Retrofitting Domestic Hot Water Heaters for Solar Water Heating Systems in Single-Family Houses in a Cold Climate: A Theoretical Analysis
Abstract
:1. Introduction
- To theoretically investigate different system configurations and control strategies in retrofitting conventional domestic water heaters for SWH systems in single-family houses in the Swedish climate;
- To compare the performance of the retrofitted systems with the performance of a standard solar thermal system for the same reference conditions.
2. Methodology
2.1. Existing Domestic Hot Water Heaters in Swedish Single-Family Houses
2.2. Domestic Hot Water Load in Swedish Single-Family Houses
2.3. Regulations Regarding Water Heating Systems and Legionella Growth
- Auxiliary heater volume kept at 60 °C;
- Hot water temperature available at the higher than 50 °C and lower than 60 °C;
- Heating up the whole storage volume to 60 °C during 20 min if the temperature of the retrofitted tank was below 60 °C during a period of one week;
- As a design guideline, the domestic hot water system should, during a maximal period of six hours, be able to heat up 10 °C cold water and deliver two times 140 litres of 40 °C water in one hour. This is the equivalent to being able to provide, every six hours, 9.75 kWh during one hour.
2.4. System Model
- Thermal collector—type 537 from TESS TRSYS library [44]. This solar collector model operates like a conventional flat plate collector but makes it possible to regulate a variable speed for the pump in the collector loop in order to keep the outlet temperature, Tout, at a user-specified value. The parameters used to describe the collector were considered to be reasonable for flat plate collectors used in a cold climate [18,24]. These are 0.8 for F’(τα)n, −3.6 for F’U0, −0.014 for F’U1 and −0.2 for b0 based on average collector temperature and tested flow rate of 30 kg/h. The dependence of parameter kb(θ) on b0 is described by Equation (1) [19]. A sensitivity analysis was performed regarding the size of the collector and the corresponding annual solar fraction in the range 0–12 m2.
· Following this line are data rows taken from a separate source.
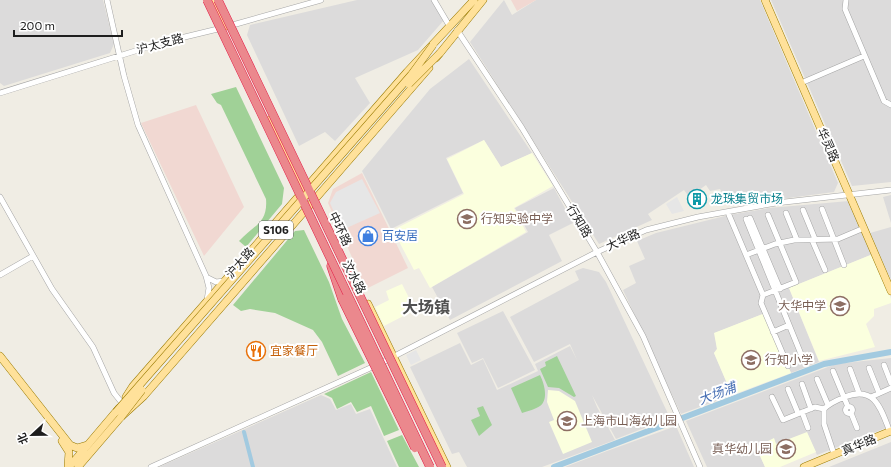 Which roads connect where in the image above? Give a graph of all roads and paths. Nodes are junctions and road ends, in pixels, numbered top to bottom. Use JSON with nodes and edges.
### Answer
{"nodes":[{"id":1,"x":107,"y":0,"type":"edge"},
{"id":2,"x":207,"y":0,"type":"edge"},
{"id":3,"x":213,"y":0,"type":"edge"},
{"id":4,"x":219,"y":0,"type":"edge"},
{"id":5,"x":321,"y":0,"type":"edge"},
{"id":6,"x":434,"y":0,"type":"edge"},
{"id":7,"x":474,"y":0,"type":"edge"},
{"id":8,"x":483,"y":0,"type":"edge"},
{"id":9,"x":765,"y":0,"type":"edge"},
{"id":10,"x":846,"y":0,"type":"edge"},
{"id":11,"x":225,"y":27,"type":"junction"},
{"id":12,"x":450,"y":27,"type":"junction"},
{"id":13,"x":457,"y":30,"type":"junction"},
{"id":14,"x":433,"y":46,"type":"junction"},
{"id":15,"x":440,"y":53,"type":"junction"},
{"id":16,"x":120,"y":56,"type":"junction"},
{"id":17,"x":864,"y":56,"type":"junction"},
{"id":18,"x":801,"y":83,"type":"junction"},
{"id":19,"x":256,"y":88,"type":"junction"},
{"id":20,"x":0,"y":93,"type":"edge"},
{"id":21,"x":267,"y":99,"type":"junction"},
{"id":22,"x":891,"y":105,"type":"edge"},
{"id":23,"x":280,"y":126,"type":"junction"},
{"id":24,"x":282,"y":144,"type":"junction"},
{"id":25,"x":303,"y":190,"type":"junction"},
{"id":26,"x":891,"y":190,"type":"edge"},
{"id":27,"x":850,"y":194,"type":"junction"},
{"id":28,"x":0,"y":197,"type":"edge"},
{"id":29,"x":315,"y":199,"type":"junction"},
{"id":30,"x":822,"y":209,"type":"dead end"},
{"id":31,"x":305,"y":210,"type":"junction"},
{"id":32,"x":804,"y":210,"type":"dead end"},
{"id":33,"x":786,"y":213,"type":"dead end"},
{"id":34,"x":728,"y":215,"type":"dead end"},
{"id":35,"x":768,"y":215,"type":"dead end"},
{"id":36,"x":748,"y":218,"type":"dead end"},
{"id":37,"x":864,"y":228,"type":"junction"},
{"id":38,"x":834,"y":239,"type":"junction"},
{"id":39,"x":797,"y":240,"type":"junction"},
{"id":40,"x":814,"y":240,"type":"junction"},
{"id":41,"x":780,"y":243,"type":"junction"},
{"id":42,"x":761,"y":249,"type":"junction"},
{"id":43,"x":597,"y":252,"type":"junction"},
{"id":44,"x":33,"y":256,"type":"junction"},
{"id":45,"x":746,"y":256,"type":"junction"},
{"id":46,"x":328,"y":257,"type":"junction"},
{"id":47,"x":844,"y":265,"type":"dead end"},
{"id":48,"x":825,"y":270,"type":"dead end"},
{"id":49,"x":0,"y":275,"type":"edge"},
{"id":50,"x":206,"y":276,"type":"junction"},
{"id":51,"x":224,"y":281,"type":"junction"},
{"id":52,"x":778,"y":289,"type":"junction"},
{"id":53,"x":891,"y":291,"type":"edge"},
{"id":54,"x":763,"y":295,"type":"junction"},
{"id":55,"x":206,"y":301,"type":"junction"},
{"id":56,"x":789,"y":325,"type":"junction"},
{"id":57,"x":773,"y":332,"type":"junction"},
{"id":58,"x":0,"y":356,"type":"edge"},
{"id":59,"x":394,"y":357,"type":"junction"},
{"id":60,"x":803,"y":359,"type":"dead end"},
{"id":61,"x":0,"y":362,"type":"edge"},
{"id":62,"x":379,"y":364,"type":"junction"},
{"id":63,"x":884,"y":365,"type":"dead end"},
{"id":64,"x":788,"y":366,"type":"dead end"},
{"id":65,"x":869,"y":368,"type":"dead end"},
{"id":66,"x":850,"y":369,"type":"dead end"},
{"id":67,"x":832,"y":371,"type":"dead end"},
{"id":68,"x":817,"y":379,"type":"dead end"},
{"id":69,"x":891,"y":383,"type":"edge"},
{"id":70,"x":802,"y":384,"type":"dead end"},
{"id":71,"x":891,"y":388,"type":"edge"},
{"id":72,"x":788,"y":389,"type":"dead end"},
{"id":73,"x":859,"y":393,"type":"junction"},
{"id":74,"x":879,"y":393,"type":"junction"},
{"id":75,"x":772,"y":397,"type":"dead end"},
{"id":76,"x":844,"y":397,"type":"junction"},
{"id":77,"x":871,"y":397,"type":"junction"},
{"id":78,"x":122,"y":403,"type":"junction"},
{"id":79,"x":826,"y":407,"type":"junction"},
{"id":80,"x":810,"y":409,"type":"junction"},
{"id":81,"x":800,"y":412,"type":"junction"},
{"id":82,"x":119,"y":414,"type":"junction"},
{"id":83,"x":808,"y":428,"type":"dead end"},
{"id":84,"x":857,"y":428,"type":"dead end"},
{"id":85,"x":890,"y":432,"type":"edge"},
{"id":86,"x":88,"y":445,"type":"junction"},
{"id":87,"x":834,"y":454,"type":"dead end"},
{"id":88,"x":68,"y":467,"type":"edge"},
{"id":89,"x":78,"y":467,"type":"edge"},
{"id":90,"x":151,"y":467,"type":"edge"},
{"id":91,"x":426,"y":467,"type":"edge"},
{"id":92,"x":430,"y":467,"type":"edge"},
{"id":93,"x":442,"y":467,"type":"edge"},
{"id":94,"x":446,"y":467,"type":"edge"},
{"id":95,"x":700,"y":467,"type":"edge"},
{"id":96,"x":804,"y":467,"type":"edge"}],
"edges":[{"from":1,"to":16,"type":"street"},
{"from":2,"to":11,"type":"main road","name":"汶水路"},
{"from":2,"to":92,"type":"highway","name":"中环路","bridge":true},
{"from":3,"to":11,"type":"main road","name":"汶水路"},
{"from":4,"to":11,"type":"main road","name":"汶水路"},
{"from":4,"to":93,"type":"highway","name":"中环路","bridge":true},
{"from":5,"to":11,"type":"street","name":"沪太支路"},
{"from":6,"to":12,"type":"street"},
{"from":7,"to":12,"type":"main road","name":"沪太路","number":"S106"},
{"from":8,"to":13,"type":"main road","name":"沪太路","number":"S106"},
{"from":9,"to":18,"type":"main road","name":"华灵路"},
{"from":10,"to":17,"type":"street"},
{"from":11,"to":16,"type":"street","name":"沪太支路"},
{"from":11,"to":19,"type":"main road","name":"汶水路"},
{"from":11,"to":21,"type":"main road","name":"汶水路"},
{"from":11,"to":25,"type":"main road","name":"汶水路"},
{"from":12,"to":14,"type":"main road","name":"沪太路","number":"S106"},
{"from":13,"to":15,"type":"main road","name":"沪太路","number":"S106"},
{"from":13,"to":43,"type":"street","name":"行知路"},
{"from":14,"to":25,"type":"main road","name":"沪太路","number":"S106"},
{"from":14,"to":82,"type":"main road","name":"沪太路","number":"S106","bridge":true},
{"from":15,"to":29,"type":"main road","name":"沪太路","number":"S106"},
{"from":15,"to":82,"type":"main road","name":"沪太路","number":"S106","bridge":true},
{"from":16,"to":20,"type":"street","name":"沪太支路"},
{"from":16,"to":50,"type":"street"},
{"from":17,"to":18,"type":"street"},
{"from":17,"to":22,"type":"street"},
{"from":18,"to":27,"type":"main road","name":"华灵路"},
{"from":19,"to":21,"type":"main road"},
{"from":19,"to":24,"type":"main road","name":"汶水路"},
{"from":21,"to":23,"type":"main road","name":"汶水路"},
{"from":23,"to":24,"type":"main road"},
{"from":23,"to":25,"type":"main road","name":"汶水路"},
{"from":24,"to":25,"type":"main road","name":"汶水路"},
{"from":25,"to":29,"type":"main road","name":"汶水路"},
{"from":25,"to":31,"type":"main road","name":"汶水路"},
{"from":25,"to":51,"type":"main road","name":"沪太路","number":"S106"},
{"from":26,"to":27,"type":"street","name":"大华路"},
{"from":27,"to":37,"type":"main road","name":"华灵路"},
{"from":27,"to":43,"type":"street","name":"大华路"},
{"from":28,"to":44,"type":"street"},
{"from":29,"to":31,"type":"main road","name":"沪太路","number":"S106"},
{"from":29,"to":59,"type":"main road","name":"汶水路"},
{"from":30,"to":38,"type":"street"},
{"from":31,"to":46,"type":"main road","name":"汶水路"},
{"from":31,"to":82,"type":"main road","name":"沪太路","number":"S106"},
{"from":32,"to":40,"type":"street"},
{"from":33,"to":39,"type":"street"},
{"from":34,"to":45,"type":"street"},
{"from":35,"to":41,"type":"street"},
{"from":36,"to":42,"type":"street"},
{"from":37,"to":38,"type":"street"},
{"from":37,"to":53,"type":"main road","name":"华灵路"},
{"from":38,"to":40,"type":"street"},
{"from":38,"to":47,"type":"street"},
{"from":39,"to":40,"type":"street"},
{"from":39,"to":41,"type":"street"},
{"from":40,"to":48,"type":"street"},
{"from":41,"to":42,"type":"street"},
{"from":41,"to":52,"type":"street"},
{"from":42,"to":45,"type":"street"},
{"from":42,"to":52,"type":"street"},
{"from":43,"to":59,"type":"street","name":"大华路"},
{"from":43,"to":95,"type":"street","name":"行知路"},
{"from":44,"to":49,"type":"street"},
{"from":44,"to":78,"type":"street"},
{"from":45,"to":54,"type":"street"},
{"from":46,"to":62,"type":"main road","name":"汶水路"},
{"from":46,"to":91,"type":"highway","bridge":true},
{"from":50,"to":51,"type":"street"},
{"from":50,"to":55,"type":"street"},
{"from":51,"to":55,"type":"main road","name":"沪太路","number":"S106"},
{"from":52,"to":54,"type":"street"},
{"from":52,"to":56,"type":"street"},
{"from":54,"to":57,"type":"street"},
{"from":55,"to":78,"type":"main road","name":"沪太路","number":"S106"},
{"from":56,"to":57,"type":"street"},
{"from":56,"to":60,"type":"street"},
{"from":57,"to":64,"type":"street"},
{"from":58,"to":86,"type":"main road"},
{"from":59,"to":62,"type":"street","name":"大华路"},
{"from":59,"to":94,"type":"main road","name":"汶水路"},
{"from":61,"to":88,"type":"main road"},
{"from":62,"to":90,"type":"street","name":"大华路"},
{"from":62,"to":91,"type":"main road","name":"汶水路"},
{"from":63,"to":69,"type":"street"},
{"from":65,"to":74,"type":"street"},
{"from":66,"to":73,"type":"street"},
{"from":67,"to":76,"type":"street"},
{"from":68,"to":79,"type":"street"},
{"from":70,"to":80,"type":"street"},
{"from":71,"to":74,"type":"street"},
{"from":72,"to":81,"type":"street"},
{"from":73,"to":76,"type":"street"},
{"from":73,"to":77,"type":"street"},
{"from":74,"to":77,"type":"street"},
{"from":75,"to":81,"type":"street"},
{"from":76,"to":79,"type":"street"},
{"from":76,"to":84,"type":"street"},
{"from":77,"to":85,"type":"street"},
{"from":78,"to":82,"type":"main road","name":"沪太路","number":"S106"},
{"from":79,"to":80,"type":"street"},
{"from":79,"to":87,"type":"street"},
{"from":80,"to":81,"type":"street"},
{"from":81,"to":83,"type":"street"},
{"from":82,"to":86,"type":"main road","name":"沪太路","number":"S106"},
{"from":82,"to":89,"type":"main road","name":"沪太路","number":"S106"},
{"from":85,"to":96,"type":"main road","name":"真华路"},
{"from":86,"to":88,"type":"main road","name":"沪太路","number":"S106"}]}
- Fully stratified standard storage tank (6 nodes)—type 534 from TESS TRNSYS library. This model represents a common type of storage tank in standard SWH systems for domestic hot water production. The model divides the tank into isothermal nodes that thermally interact with the ones above, below and with the tank wall. It models a vertical cylindrical tank with a total volume of 255 litres and 1.60 m high. The coil heat exchanger was placed in the lower third of the tank according to the manufacturer’s specifications. A 3 kW electric auxiliary heater was fitted horizontally at 0.5 m from the top with a set-point temperature, Tset, of 60 °C (Figure 3). As shown by Cruickshank and Harrison [45], calculating the heat loss factor of the storage based on its insulation characteristics and materials can lead to significant errors. The number and type of inlet and outlet connections and poor insulation at the tank bottom are examples of factors that lead to such inaccuracies. Thus, the U-values were then based on the experimental results with common storages in standard SWH systems [45]. These were assumed to be 1 W/m2 °C for the top and middle of the storage, Utop, Uside and 2.5 W/m2 °C for the bottom, Ubottom;
- Fully stratified retrofitted storage tank (6 nodes)—type 534 from TESS TRNSYS library. This storage was modelled with the same principles as the standard storage for SWH systems. However, the total volume was set to 200 litres, the height was assumed to be 1.40 m, the connections are placed at the top and bottom of the tank (Figure 4, Figure 5, Figure 6 and Figure 7) and there is no internal heat exchanger. Only retrofitted system 2 uses the auxiliary heater placed at the bottom (Figure 4). In all the other systems this heater is disabled. The same U-values described above were also used for this storage;
- Small heater storage tank (1 node)—type 534 from TESS TRNSYS library. The total volume was set to 55 litres and the height to 0.60 m. The connections are also placed at the top and bottom of the tank (Figure 5, Figure 6 and Figure 7). An auxiliary heater of 3 kW was used in all models since this is the most common and a higher power could create problems with the installed capacity in such houses. The auxiliary heater keeps the temperature of the storage volume at least at 60 °C to avoid legionella problems [46]. The average U-value used for this storage was 0.5 W/m2 °C based on preliminary measurements on an existing tank. A sensitivity analysis concerning the impact on the annual solar fraction of the variation in the auxiliary heater volume and temperature was performed;
- External heat exchanger—type 5b, counter flow (Figure 4, Figure 5, Figure 6 and Figure 7). A sensitivity analysis was performed to investigate the influence of the heat exchanger capacity on the annual solar fraction in the interval 0–600 W/K. Since the effect of glycol percentage in the anti-freeze solution of the collector circuit was previously shown to have small impact on the annual solar fraction [18], the Cp of water, 4.19 kJ/kg K, was used instead. The flow speed was set equal on both sides of the heat exchanger;
- Circulation pumps—type 3b, single speed. In all the systems the flow was optimized in order to maximise the annual solar fraction;
- Controller—type 2b, ON/OFF differential controller. The controller turns ON both the pumps when the difference between the outlet collector temperatures, Tout, and the bottom tank temperature, Tbottom, is higher than 10 °C. The charging process is ceased when this difference is lower than 3 °C. The charging is also stopped if the temperature at the top of the tank, Ttop, reaches 100 °C.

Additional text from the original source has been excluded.